● **TASK OBJECTIVE**: The entries below should be quoted exactly, with no pictures carried over.

[Records from a data collection]
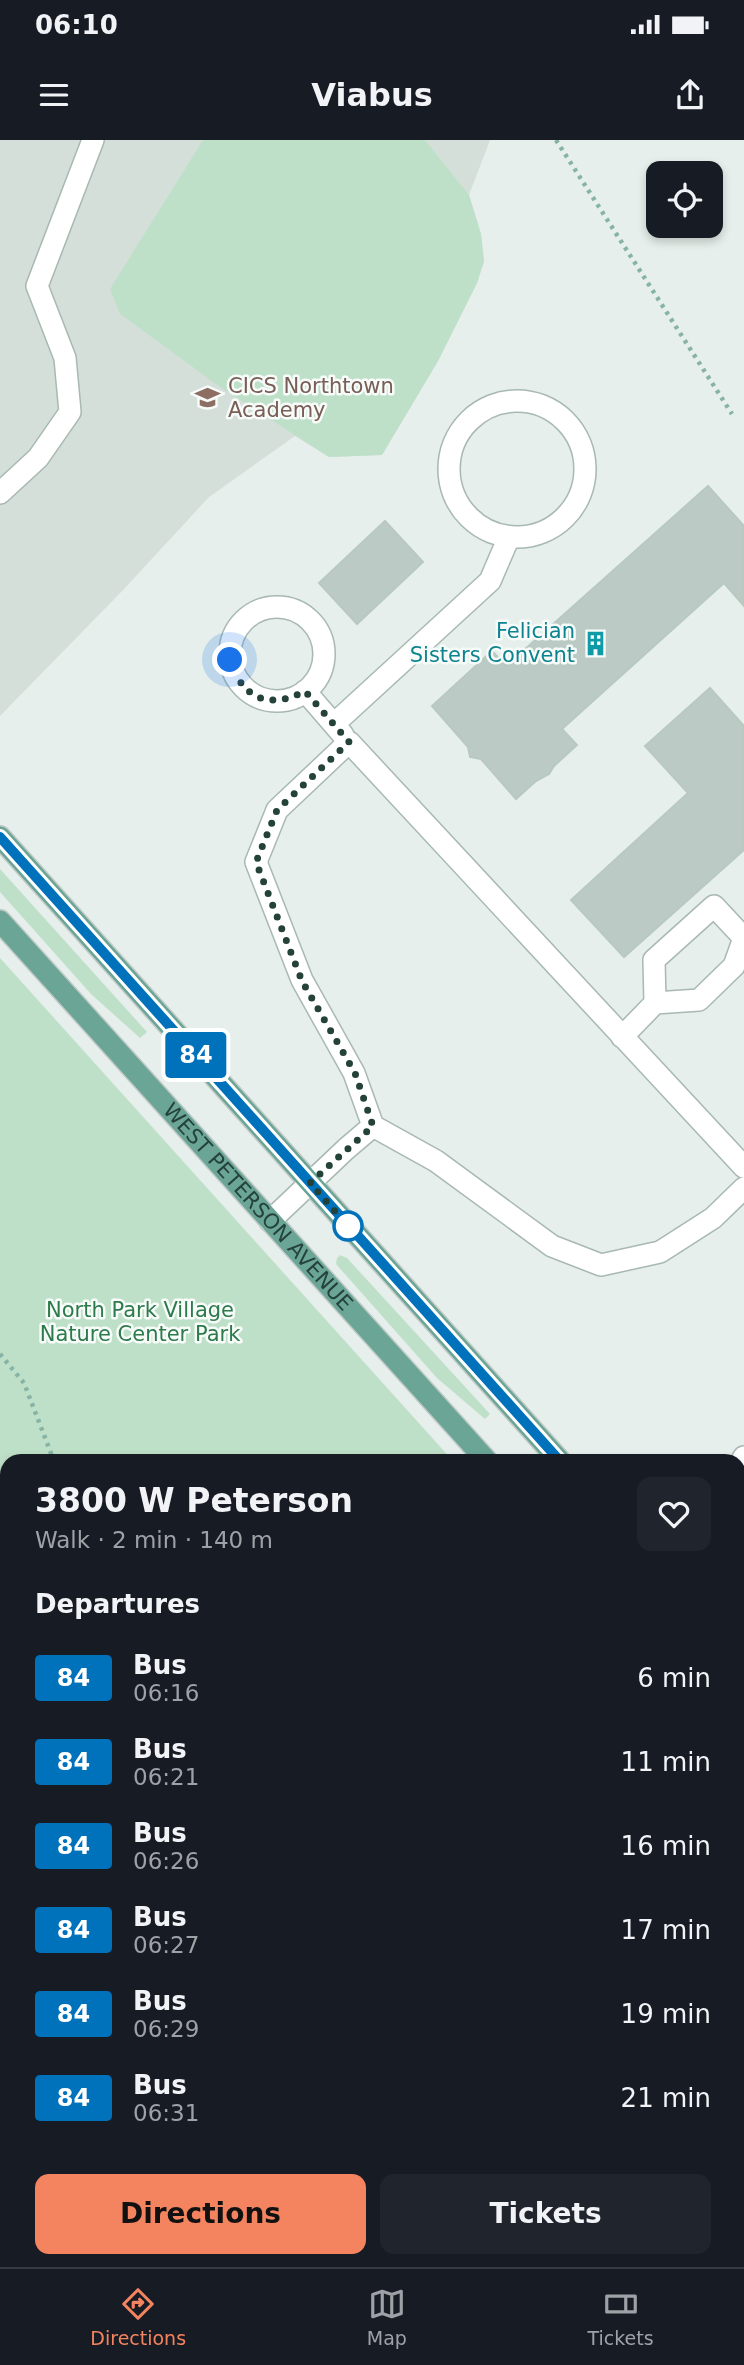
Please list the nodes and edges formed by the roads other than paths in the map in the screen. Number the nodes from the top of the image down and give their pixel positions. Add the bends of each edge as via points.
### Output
1 (93, 140) edge
2 (0, 493) edge
3 (509, 537) junction
4 (305, 691) junction
5 (334, 724) junction
6 (349, 742) junction
7 (0, 837) edge
8 (0, 921) edge
9 (656, 1003) junction
10 (622, 1037) junction
11 (373, 1126) junction
12 (744, 1167) edge
13 (310, 1183) junction
14 (744, 1188) edge
15 (270, 1221) junction
16 (481, 1454) edge
17 (554, 1454) edge

1 - 2 lane via 37,286 65,358 69,412 38,458
3 - 3 lane via 529,537 564,519 583,486 582,448 574,430 552,411 525,401 487,407 458,433 451,451 452,489 461,507 474,522
3 - 5 lane via 490,581
4 - 4 lane via 320,672 324,648 308,620 295,610 279,607 248,617 231,643 230,660 244,689 275,701
4 - 5 lane
5 - 6 lane
6 - 10 lane
6 - 11 lane via 277,810 256,862 302,981 355,1073
7 - 13 main road
8 - 15 main road, WEST PETERSON AVENUE
9 - 9 lane via 654,960 714,906 744,938 734,966 699,1000
9 - 10 lane
10 - 12 lane
11 - 13 lane
11 - 14 lane via 436,1161 552,1246 601,1265 660,1252 713,1217
13 - 15 lane
13 - 17 main road
15 - 16 main road, WEST PETERSON AVENUE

● **REPLY TO THE EXERCISE**:
Please list the nodes and edges formed by the roads other than paths in the map in the screen. Number the nodes from the top of the image down and give their pixel positions. Add the bends of each edge as via points.
### Output
1 (93, 140) edge
2 (0, 493) edge
3 (509, 537) junction
4 (305, 691) junction
5 (334, 724) junction
6 (349, 742) junction
7 (0, 837) edge
8 (0, 921) edge
9 (656, 1003) junction
10 (622, 1037) junction
11 (373, 1126) junction
12 (744, 1167) edge
13 (310, 1183) junction
14 (744, 1188) edge
15 (270, 1221) junction
16 (481, 1454) edge
17 (554, 1454) edge

1 - 2 lane via 37,286 65,358 69,412 38,458
3 - 3 lane via 529,537 564,519 583,486 582,448 574,430 552,411 525,401 487,407 458,433 451,451 452,489 461,507 474,522
3 - 5 lane via 490,581
4 - 4 lane via 320,672 324,648 308,620 295,610 279,607 248,617 231,643 230,660 244,689 275,701
4 - 5 lane
5 - 6 lane
6 - 10 lane
6 - 11 lane via 277,810 256,862 302,981 355,1073
7 - 13 main road
8 - 15 main road, WEST PETERSON AVENUE
9 - 9 lane via 654,960 714,906 744,938 734,966 699,1000
9 - 10 lane
10 - 12 lane
11 - 13 lane
11 - 14 lane via 436,1161 552,1246 601,1265 660,1252 713,1217
13 - 15 lane
13 - 17 main road
15 - 16 main road, WEST PETERSON AVENUE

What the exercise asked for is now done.